§ MATERIAL FOR THIS TASK:
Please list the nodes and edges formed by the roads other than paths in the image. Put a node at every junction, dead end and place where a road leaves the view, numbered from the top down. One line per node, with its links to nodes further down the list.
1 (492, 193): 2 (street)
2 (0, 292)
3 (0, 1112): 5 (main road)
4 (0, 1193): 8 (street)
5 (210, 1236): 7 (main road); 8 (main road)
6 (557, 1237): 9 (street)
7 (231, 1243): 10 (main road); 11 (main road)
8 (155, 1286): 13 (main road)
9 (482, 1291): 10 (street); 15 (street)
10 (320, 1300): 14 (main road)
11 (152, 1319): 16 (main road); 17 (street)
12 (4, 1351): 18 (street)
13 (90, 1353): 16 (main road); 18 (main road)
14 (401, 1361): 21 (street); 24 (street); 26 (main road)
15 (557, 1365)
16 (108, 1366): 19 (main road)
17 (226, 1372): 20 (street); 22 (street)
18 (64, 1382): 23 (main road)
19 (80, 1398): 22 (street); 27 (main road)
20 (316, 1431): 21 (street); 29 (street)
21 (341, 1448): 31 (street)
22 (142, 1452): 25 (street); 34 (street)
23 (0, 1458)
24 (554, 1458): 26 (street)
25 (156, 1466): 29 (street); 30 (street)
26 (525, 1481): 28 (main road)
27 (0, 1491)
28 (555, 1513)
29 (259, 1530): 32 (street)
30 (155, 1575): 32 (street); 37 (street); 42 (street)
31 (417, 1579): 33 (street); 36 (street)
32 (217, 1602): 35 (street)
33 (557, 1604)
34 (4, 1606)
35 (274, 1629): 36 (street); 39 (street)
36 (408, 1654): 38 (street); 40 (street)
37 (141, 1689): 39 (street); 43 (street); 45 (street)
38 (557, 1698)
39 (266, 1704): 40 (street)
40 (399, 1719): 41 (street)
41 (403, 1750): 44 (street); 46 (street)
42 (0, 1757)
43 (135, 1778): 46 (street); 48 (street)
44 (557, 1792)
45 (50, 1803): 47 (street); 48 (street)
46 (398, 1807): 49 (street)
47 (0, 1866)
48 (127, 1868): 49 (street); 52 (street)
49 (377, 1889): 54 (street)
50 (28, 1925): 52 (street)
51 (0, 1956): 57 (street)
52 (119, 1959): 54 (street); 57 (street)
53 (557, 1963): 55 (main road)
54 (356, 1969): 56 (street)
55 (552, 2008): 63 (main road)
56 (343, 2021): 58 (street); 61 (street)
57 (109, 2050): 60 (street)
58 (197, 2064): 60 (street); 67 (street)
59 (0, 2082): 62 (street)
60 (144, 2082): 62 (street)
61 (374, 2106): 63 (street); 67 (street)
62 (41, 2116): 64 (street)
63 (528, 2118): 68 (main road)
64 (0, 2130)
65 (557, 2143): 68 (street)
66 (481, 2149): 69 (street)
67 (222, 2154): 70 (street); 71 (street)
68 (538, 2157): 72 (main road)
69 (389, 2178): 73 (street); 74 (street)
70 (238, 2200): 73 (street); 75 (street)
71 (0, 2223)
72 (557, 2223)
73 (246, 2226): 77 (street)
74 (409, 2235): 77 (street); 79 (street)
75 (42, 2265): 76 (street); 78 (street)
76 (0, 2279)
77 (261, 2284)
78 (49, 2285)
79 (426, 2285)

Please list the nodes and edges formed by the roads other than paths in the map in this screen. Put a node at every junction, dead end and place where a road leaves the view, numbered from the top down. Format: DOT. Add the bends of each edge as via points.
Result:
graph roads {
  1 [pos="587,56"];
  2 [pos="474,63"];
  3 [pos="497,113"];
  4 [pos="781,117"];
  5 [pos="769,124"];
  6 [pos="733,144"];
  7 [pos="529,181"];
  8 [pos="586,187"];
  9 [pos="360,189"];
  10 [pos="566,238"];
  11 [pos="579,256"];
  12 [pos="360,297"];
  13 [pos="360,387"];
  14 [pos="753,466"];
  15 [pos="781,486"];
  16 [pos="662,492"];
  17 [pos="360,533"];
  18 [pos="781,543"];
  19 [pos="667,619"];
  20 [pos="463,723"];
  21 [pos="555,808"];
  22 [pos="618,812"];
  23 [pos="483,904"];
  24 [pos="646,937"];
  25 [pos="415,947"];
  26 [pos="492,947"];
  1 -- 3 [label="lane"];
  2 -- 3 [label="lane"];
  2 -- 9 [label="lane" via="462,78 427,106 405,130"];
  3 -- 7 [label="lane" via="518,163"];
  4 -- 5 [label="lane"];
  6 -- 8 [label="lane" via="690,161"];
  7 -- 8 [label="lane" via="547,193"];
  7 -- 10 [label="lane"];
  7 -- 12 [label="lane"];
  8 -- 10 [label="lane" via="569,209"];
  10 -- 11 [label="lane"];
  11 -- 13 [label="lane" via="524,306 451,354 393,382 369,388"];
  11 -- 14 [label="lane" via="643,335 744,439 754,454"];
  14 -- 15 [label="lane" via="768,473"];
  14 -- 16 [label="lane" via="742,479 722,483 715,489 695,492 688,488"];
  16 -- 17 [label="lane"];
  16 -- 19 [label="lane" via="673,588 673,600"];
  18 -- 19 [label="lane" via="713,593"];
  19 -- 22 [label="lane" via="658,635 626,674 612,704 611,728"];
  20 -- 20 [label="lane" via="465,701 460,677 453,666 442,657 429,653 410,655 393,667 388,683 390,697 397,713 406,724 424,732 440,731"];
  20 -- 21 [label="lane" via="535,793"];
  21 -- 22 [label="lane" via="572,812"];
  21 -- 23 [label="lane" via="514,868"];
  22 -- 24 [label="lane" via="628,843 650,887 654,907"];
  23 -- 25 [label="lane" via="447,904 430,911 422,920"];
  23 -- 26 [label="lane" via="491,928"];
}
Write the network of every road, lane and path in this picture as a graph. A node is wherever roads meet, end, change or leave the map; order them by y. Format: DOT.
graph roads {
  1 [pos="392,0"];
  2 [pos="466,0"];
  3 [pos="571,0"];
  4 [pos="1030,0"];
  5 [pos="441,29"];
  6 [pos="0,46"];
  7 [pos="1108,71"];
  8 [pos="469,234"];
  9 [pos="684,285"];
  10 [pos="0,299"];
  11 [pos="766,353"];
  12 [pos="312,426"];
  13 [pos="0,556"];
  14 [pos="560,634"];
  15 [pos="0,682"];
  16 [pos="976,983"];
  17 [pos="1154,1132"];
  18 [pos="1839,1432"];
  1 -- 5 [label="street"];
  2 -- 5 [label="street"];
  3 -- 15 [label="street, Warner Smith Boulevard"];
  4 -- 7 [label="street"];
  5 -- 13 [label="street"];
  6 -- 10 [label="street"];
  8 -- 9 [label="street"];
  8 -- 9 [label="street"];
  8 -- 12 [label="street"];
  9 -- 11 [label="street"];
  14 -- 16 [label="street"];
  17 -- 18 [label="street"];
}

§ PROMPT: Whenever a line includes the word "Format", pull it out of the entries.

§ ANSWER TO THE PROBLEM:
Please list the nodes and edges formed by the roads other than paths in the map in this screen. Put a node at every junction, dead end and place where a road leaves the view, numbered from the top down. Format: DOT. Add the bends of each edge as via points.
Write the network of every road, lane and path in this picture as a graph. A node is wherever roads meet, end, change or leave the map; order them by y. Format: DOT.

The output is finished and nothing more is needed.